Saved entries:
--- START ---

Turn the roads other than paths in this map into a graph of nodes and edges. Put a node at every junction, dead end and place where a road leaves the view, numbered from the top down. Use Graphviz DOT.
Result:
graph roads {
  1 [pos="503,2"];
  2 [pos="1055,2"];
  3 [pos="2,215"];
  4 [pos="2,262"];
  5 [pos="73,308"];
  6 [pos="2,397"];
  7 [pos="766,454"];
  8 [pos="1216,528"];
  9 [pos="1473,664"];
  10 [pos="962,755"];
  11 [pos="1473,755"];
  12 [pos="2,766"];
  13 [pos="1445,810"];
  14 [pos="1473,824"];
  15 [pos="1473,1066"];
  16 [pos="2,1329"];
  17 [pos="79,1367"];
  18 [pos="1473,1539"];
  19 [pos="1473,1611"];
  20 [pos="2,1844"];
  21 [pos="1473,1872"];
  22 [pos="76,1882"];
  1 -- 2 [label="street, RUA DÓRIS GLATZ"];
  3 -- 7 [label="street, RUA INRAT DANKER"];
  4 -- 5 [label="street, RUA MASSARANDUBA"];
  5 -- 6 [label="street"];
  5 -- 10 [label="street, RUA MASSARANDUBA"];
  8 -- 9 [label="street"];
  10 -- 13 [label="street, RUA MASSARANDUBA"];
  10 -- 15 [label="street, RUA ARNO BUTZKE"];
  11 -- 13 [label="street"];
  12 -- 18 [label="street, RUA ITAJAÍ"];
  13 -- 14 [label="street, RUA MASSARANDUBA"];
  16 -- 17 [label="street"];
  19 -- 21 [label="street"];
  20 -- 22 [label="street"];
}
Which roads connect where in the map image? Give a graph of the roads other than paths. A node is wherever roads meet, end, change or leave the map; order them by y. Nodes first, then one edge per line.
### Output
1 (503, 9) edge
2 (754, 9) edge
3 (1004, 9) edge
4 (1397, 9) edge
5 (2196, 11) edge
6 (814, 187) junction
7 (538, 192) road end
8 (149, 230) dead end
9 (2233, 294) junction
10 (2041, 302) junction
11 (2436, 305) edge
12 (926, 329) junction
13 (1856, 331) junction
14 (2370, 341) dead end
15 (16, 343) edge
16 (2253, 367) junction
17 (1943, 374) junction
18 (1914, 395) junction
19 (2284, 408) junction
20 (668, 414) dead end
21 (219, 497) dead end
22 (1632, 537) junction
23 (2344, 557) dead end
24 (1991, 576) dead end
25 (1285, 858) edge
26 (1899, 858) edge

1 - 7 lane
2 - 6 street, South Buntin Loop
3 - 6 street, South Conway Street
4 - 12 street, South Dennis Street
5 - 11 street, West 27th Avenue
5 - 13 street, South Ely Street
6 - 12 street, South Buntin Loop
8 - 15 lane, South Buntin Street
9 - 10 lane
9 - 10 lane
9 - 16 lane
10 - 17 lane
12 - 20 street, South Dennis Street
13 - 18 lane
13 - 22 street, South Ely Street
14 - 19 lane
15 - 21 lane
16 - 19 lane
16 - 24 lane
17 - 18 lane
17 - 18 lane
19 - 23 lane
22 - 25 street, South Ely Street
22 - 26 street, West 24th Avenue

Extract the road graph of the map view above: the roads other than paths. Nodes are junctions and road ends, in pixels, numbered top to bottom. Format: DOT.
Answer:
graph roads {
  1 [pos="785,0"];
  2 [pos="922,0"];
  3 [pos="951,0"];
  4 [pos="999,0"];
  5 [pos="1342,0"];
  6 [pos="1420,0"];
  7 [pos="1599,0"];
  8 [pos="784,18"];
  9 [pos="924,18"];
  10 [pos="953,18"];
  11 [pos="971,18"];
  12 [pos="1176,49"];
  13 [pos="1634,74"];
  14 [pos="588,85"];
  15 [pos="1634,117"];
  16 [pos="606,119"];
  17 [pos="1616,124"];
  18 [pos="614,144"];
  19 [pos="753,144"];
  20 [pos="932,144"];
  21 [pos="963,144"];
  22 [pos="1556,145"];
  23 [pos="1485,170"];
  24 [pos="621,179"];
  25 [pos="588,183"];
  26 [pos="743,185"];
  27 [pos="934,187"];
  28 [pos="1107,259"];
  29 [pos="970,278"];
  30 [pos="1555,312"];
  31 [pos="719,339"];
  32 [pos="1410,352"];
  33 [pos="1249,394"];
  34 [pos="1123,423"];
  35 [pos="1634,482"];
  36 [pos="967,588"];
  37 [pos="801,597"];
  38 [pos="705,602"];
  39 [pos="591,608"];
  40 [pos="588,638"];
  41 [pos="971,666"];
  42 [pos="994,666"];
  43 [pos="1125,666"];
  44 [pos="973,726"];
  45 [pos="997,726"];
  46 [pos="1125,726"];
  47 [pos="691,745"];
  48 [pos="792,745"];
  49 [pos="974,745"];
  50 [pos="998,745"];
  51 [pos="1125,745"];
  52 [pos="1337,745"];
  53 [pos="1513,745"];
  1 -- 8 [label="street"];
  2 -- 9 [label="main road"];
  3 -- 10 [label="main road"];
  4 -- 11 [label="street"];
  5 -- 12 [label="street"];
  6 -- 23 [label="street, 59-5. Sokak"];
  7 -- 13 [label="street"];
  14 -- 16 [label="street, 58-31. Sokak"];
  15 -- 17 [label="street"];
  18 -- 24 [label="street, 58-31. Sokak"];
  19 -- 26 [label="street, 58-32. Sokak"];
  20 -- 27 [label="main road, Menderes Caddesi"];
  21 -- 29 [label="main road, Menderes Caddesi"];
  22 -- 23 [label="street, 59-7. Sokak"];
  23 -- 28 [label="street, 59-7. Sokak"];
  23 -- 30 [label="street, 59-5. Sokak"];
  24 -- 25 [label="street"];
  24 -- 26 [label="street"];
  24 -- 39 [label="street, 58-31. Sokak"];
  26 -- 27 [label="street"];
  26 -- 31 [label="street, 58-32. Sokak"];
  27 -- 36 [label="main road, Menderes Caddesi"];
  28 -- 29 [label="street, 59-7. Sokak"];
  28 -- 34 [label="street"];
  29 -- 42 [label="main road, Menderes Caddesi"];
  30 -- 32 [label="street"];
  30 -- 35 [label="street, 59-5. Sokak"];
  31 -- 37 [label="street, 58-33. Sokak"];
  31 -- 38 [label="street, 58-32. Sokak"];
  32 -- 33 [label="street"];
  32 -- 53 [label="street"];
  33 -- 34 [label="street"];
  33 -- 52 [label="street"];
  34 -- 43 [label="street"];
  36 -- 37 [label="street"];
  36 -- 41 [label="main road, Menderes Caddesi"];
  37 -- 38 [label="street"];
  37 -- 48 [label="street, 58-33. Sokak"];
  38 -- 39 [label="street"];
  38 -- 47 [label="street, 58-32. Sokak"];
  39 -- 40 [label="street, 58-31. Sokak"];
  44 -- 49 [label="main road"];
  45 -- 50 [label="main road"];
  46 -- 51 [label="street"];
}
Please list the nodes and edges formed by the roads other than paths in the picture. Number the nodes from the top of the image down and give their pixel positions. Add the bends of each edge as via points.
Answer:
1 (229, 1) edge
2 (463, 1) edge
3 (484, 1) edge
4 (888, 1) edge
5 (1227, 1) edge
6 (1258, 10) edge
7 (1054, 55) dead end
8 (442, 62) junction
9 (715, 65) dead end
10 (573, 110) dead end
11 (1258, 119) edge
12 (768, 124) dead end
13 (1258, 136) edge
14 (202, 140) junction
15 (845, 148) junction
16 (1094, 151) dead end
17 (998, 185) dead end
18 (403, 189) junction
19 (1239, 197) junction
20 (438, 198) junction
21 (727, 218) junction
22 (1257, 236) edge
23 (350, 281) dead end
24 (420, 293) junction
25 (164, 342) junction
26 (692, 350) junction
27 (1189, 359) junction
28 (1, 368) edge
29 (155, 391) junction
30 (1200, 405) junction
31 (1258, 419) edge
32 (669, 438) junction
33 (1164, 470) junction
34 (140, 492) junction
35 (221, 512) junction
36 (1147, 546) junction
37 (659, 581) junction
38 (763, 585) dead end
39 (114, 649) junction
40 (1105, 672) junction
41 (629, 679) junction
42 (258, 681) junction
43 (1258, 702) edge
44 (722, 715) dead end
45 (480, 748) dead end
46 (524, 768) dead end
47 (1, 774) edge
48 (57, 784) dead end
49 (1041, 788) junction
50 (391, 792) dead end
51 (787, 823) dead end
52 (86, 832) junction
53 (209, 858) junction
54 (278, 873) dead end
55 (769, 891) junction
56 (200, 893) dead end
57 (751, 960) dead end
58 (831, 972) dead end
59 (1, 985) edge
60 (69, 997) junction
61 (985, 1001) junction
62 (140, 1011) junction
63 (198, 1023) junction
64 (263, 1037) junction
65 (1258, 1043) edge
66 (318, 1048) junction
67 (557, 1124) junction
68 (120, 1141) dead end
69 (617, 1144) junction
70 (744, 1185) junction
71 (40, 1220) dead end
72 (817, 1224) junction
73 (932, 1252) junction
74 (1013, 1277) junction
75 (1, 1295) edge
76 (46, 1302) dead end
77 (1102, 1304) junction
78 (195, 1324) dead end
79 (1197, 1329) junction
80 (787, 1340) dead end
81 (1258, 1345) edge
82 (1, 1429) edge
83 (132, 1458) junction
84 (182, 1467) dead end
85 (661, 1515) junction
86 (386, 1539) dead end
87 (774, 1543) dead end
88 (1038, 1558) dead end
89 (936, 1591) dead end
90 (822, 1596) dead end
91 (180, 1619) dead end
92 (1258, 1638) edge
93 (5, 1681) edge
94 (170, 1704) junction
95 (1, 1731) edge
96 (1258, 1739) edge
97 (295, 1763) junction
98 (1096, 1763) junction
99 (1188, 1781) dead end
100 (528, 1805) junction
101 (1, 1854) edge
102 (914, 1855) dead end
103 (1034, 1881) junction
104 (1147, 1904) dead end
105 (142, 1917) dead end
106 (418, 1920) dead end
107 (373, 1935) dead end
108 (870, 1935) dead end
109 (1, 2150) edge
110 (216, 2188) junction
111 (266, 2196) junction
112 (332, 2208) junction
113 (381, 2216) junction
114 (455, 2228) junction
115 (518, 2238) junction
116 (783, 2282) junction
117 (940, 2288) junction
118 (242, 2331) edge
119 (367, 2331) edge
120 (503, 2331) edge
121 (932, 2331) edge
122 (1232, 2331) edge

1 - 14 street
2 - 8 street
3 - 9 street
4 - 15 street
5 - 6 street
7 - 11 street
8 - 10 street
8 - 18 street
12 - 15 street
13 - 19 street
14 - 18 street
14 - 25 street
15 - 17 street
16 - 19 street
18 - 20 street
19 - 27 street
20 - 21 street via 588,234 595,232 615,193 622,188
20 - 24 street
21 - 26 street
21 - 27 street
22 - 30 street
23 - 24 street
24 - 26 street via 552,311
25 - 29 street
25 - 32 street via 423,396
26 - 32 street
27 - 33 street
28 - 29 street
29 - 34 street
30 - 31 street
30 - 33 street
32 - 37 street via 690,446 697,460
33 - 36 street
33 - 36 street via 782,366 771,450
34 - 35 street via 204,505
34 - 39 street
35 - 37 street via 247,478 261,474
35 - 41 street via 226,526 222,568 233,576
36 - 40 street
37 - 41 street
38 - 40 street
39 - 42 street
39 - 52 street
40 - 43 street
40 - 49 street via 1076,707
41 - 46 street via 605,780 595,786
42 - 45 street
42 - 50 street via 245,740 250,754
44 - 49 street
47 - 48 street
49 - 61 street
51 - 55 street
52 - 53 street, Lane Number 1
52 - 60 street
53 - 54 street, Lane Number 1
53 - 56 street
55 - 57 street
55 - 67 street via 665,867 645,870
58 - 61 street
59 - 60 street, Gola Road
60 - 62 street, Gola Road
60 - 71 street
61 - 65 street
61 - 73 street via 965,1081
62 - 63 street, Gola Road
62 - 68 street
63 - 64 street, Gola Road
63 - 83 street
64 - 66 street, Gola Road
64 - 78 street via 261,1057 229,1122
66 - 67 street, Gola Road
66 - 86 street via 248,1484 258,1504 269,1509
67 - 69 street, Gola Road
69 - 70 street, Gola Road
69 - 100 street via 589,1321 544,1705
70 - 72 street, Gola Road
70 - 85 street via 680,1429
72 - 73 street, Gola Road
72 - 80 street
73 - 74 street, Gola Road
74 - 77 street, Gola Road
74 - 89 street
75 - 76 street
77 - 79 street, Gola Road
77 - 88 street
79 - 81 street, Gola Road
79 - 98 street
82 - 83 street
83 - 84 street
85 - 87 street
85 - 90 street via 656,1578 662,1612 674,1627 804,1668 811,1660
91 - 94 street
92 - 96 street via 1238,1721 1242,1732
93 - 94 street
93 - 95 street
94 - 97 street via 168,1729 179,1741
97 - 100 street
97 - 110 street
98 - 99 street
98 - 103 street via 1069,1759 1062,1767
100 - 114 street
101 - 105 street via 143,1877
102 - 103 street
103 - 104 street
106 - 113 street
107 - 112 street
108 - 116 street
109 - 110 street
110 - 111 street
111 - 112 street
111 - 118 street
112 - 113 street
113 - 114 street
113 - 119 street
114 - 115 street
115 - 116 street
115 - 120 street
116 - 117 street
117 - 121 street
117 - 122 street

--- END ---

= Work to complete =
Whenever the word "edges" shows up in a line above, copy that line.

= Written reply =
Turn the roads other than paths in this map into a graph of nodes and edges. Put a node at every junction, dead end and place where a road leaves the view, numbered from the top down. Use Graphviz DOT.
Please list the nodes and edges formed by the roads other than paths in the picture. Number the nodes from the top of the image down and give their pixel positions. Add the bends of each edge as via points.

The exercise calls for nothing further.